▶ GOAL OF THE EXERCISE
Copy all records precisely, apart from the pictures.

▶ SOURCE MATERIAL

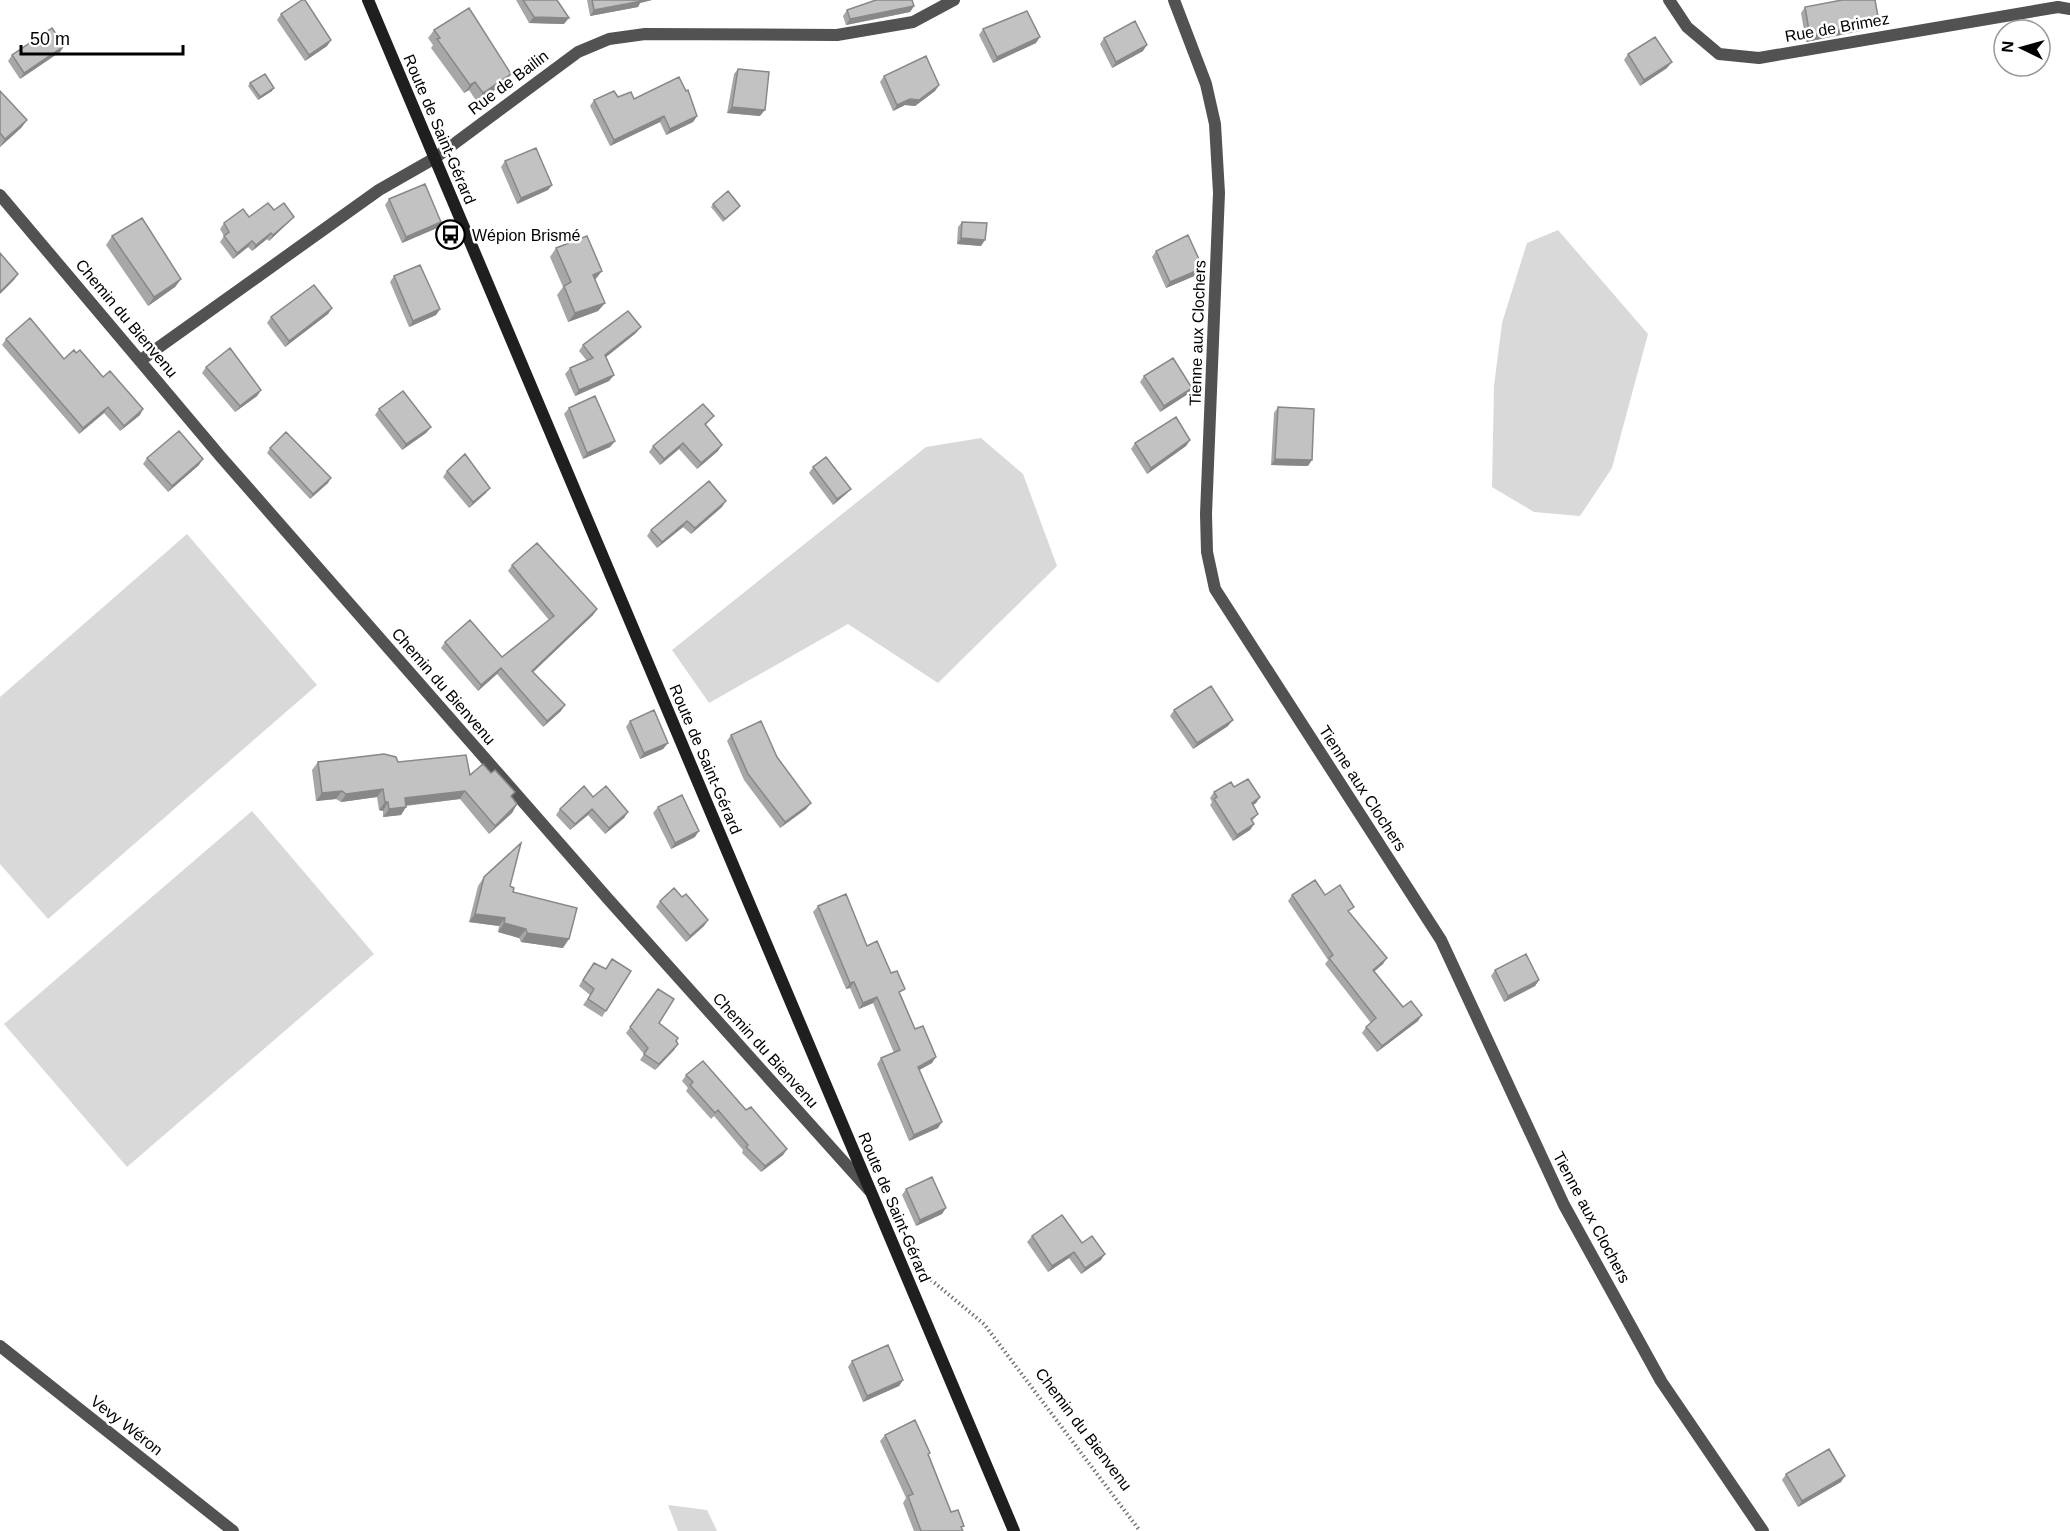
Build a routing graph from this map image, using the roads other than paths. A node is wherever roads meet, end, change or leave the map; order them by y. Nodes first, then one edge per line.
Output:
1 (368, 0) edge
2 (954, 0) edge
3 (1174, 0) edge
4 (1670, 0) edge
5 (2070, 9) edge
6 (435, 158) junction
7 (0, 195) edge
8 (141, 360) junction
9 (871, 1192) junction
10 (0, 1346) edge
11 (233, 1531) edge
12 (1014, 1531) edge
13 (1762, 1531) edge

1 - 6 main road, Route de Saint-Gérard
2 - 6 street, Rue de Bailin
3 - 13 street, Tienne aux Clochers
4 - 5 street, Rue de Brimez
6 - 8 street, Rue de Bailin
6 - 9 main road, Route de Saint-Gérard
7 - 8 street, Chemin du Bienvenu
8 - 9 street, Chemin du Bienvenu
9 - 12 main road, Route de Saint-Gérard
10 - 11 street, Vevy Wéron

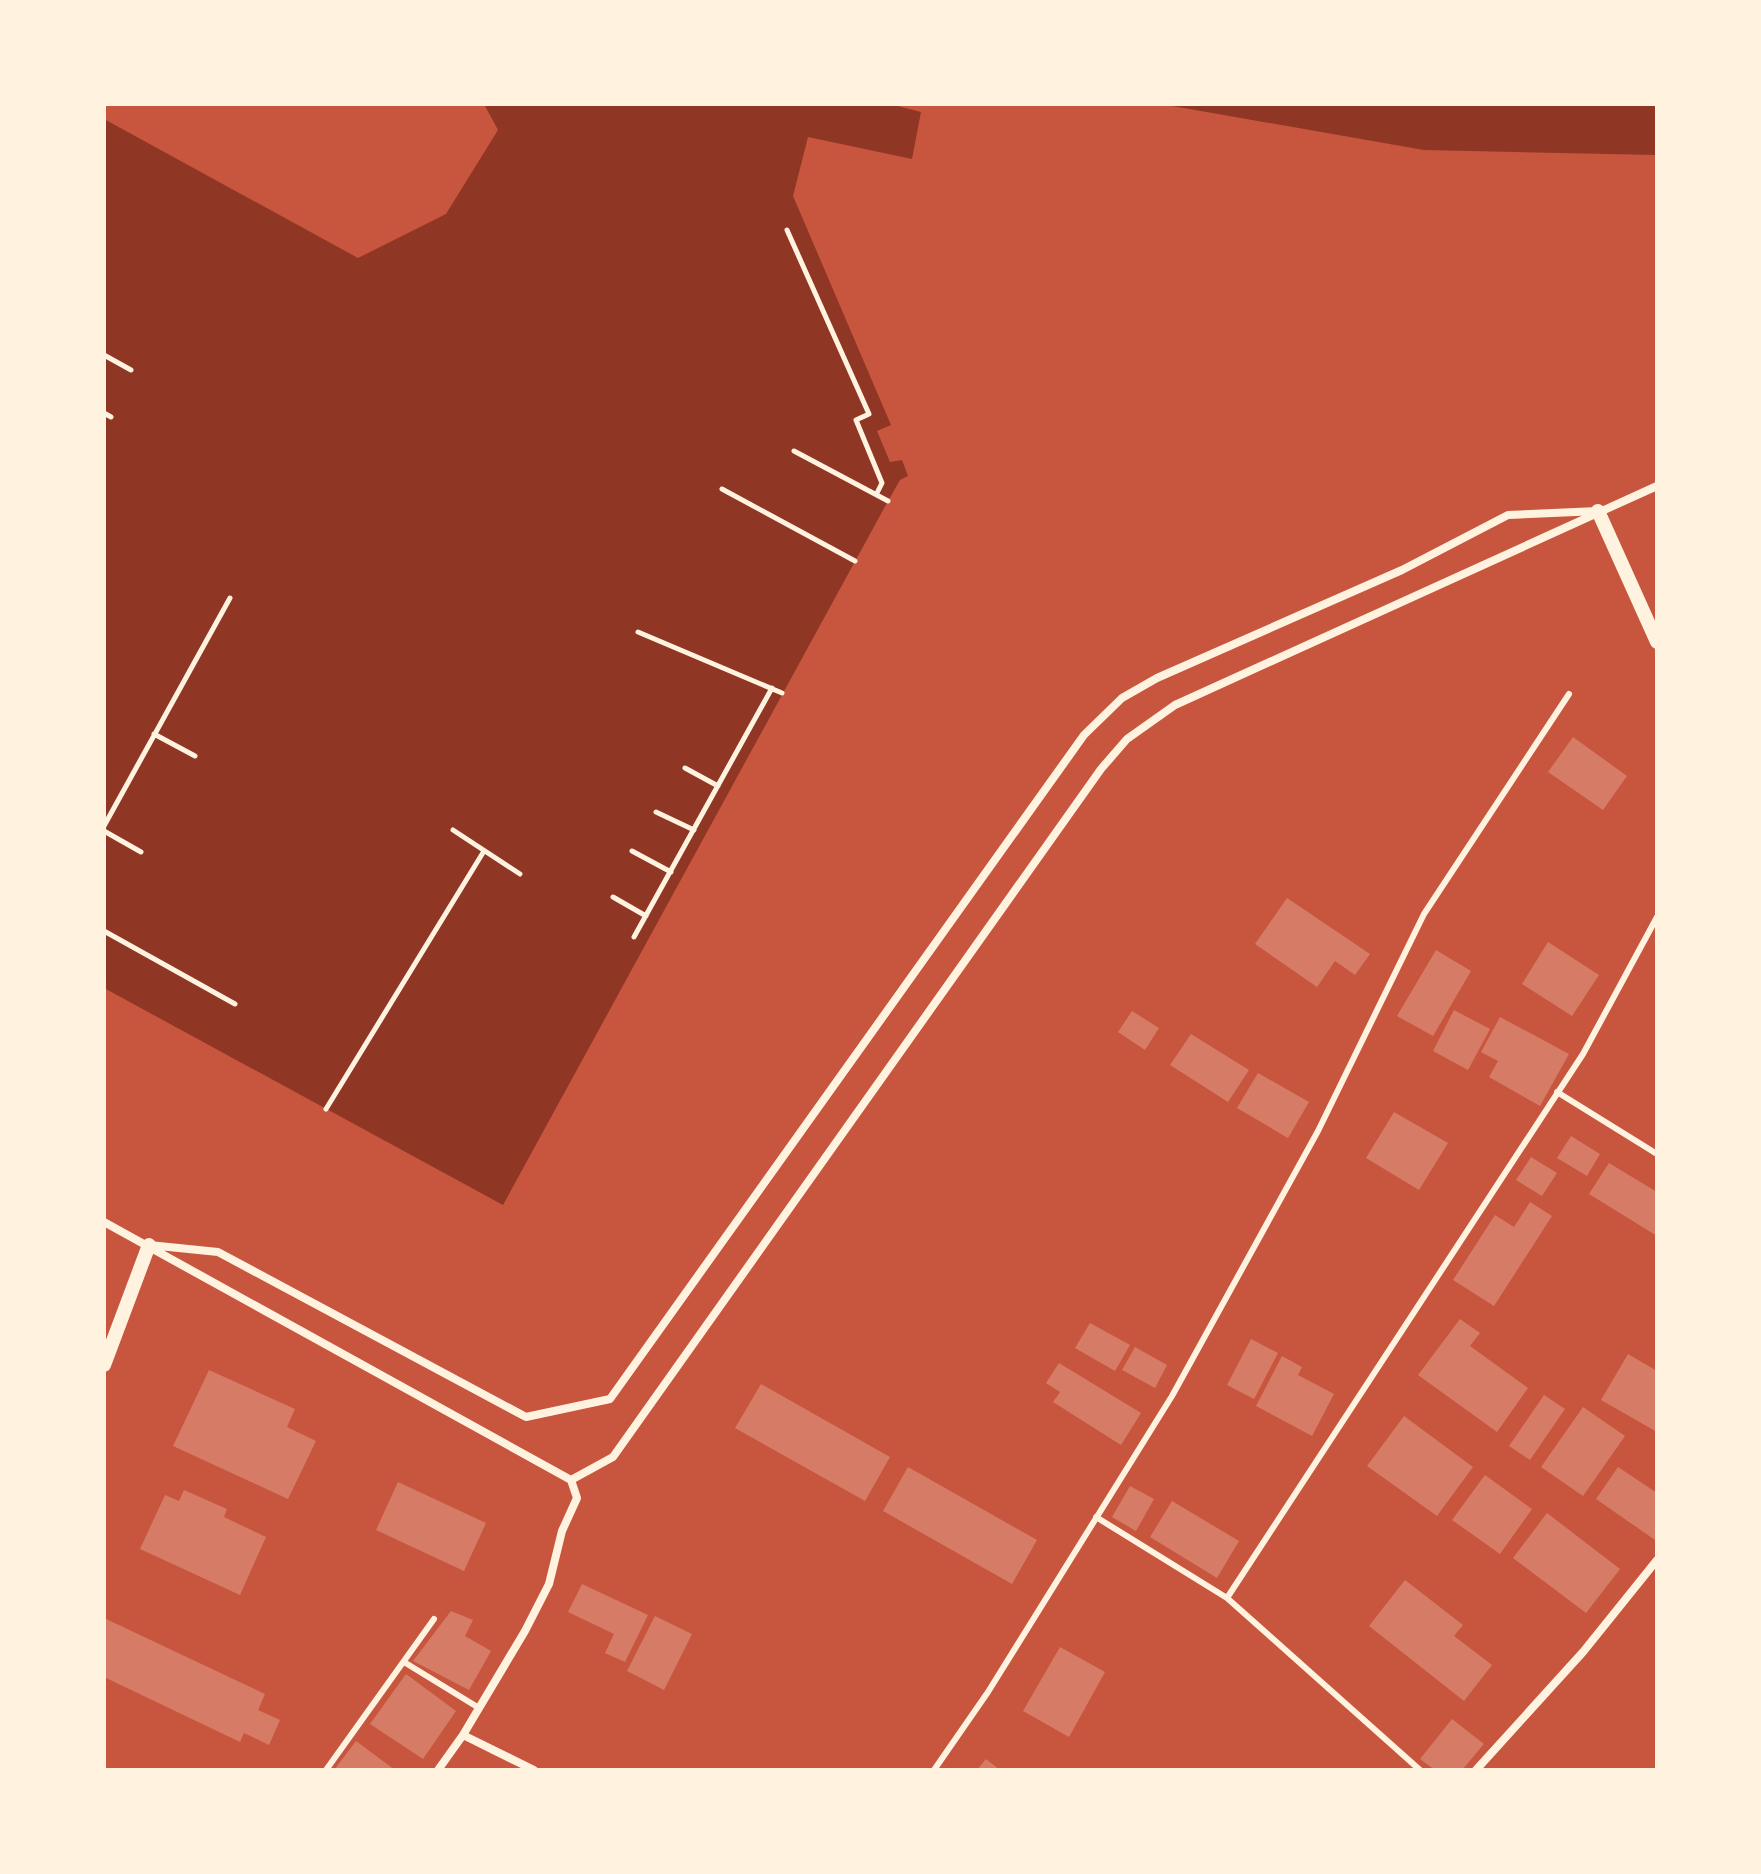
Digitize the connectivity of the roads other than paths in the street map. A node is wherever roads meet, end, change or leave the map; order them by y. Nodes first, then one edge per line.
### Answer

▶ RESPONSE TO THIS EXERCISE
Build a routing graph from this map image, using the roads other than paths. A node is wherever roads meet, end, change or leave the map; order them by y. Nodes first, then one edge per line.
Output:
1 (368, 0) edge
2 (954, 0) edge
3 (1174, 0) edge
4 (1670, 0) edge
5 (2070, 9) edge
6 (435, 158) junction
7 (0, 195) edge
8 (141, 360) junction
9 (871, 1192) junction
10 (0, 1346) edge
11 (233, 1531) edge
12 (1014, 1531) edge
13 (1762, 1531) edge

1 - 6 main road, Route de Saint-Gérard
2 - 6 street, Rue de Bailin
3 - 13 street, Tienne aux Clochers
4 - 5 street, Rue de Brimez
6 - 8 street, Rue de Bailin
6 - 9 main road, Route de Saint-Gérard
7 - 8 street, Chemin du Bienvenu
8 - 9 street, Chemin du Bienvenu
9 - 12 main road, Route de Saint-Gérard
10 - 11 street, Vevy Wéron

Digitize the connectivity of the roads other than paths in the street map. A node is wherever roads meet, end, change or leave the map; order them by y. Nodes first, then one edge per line.
### Answer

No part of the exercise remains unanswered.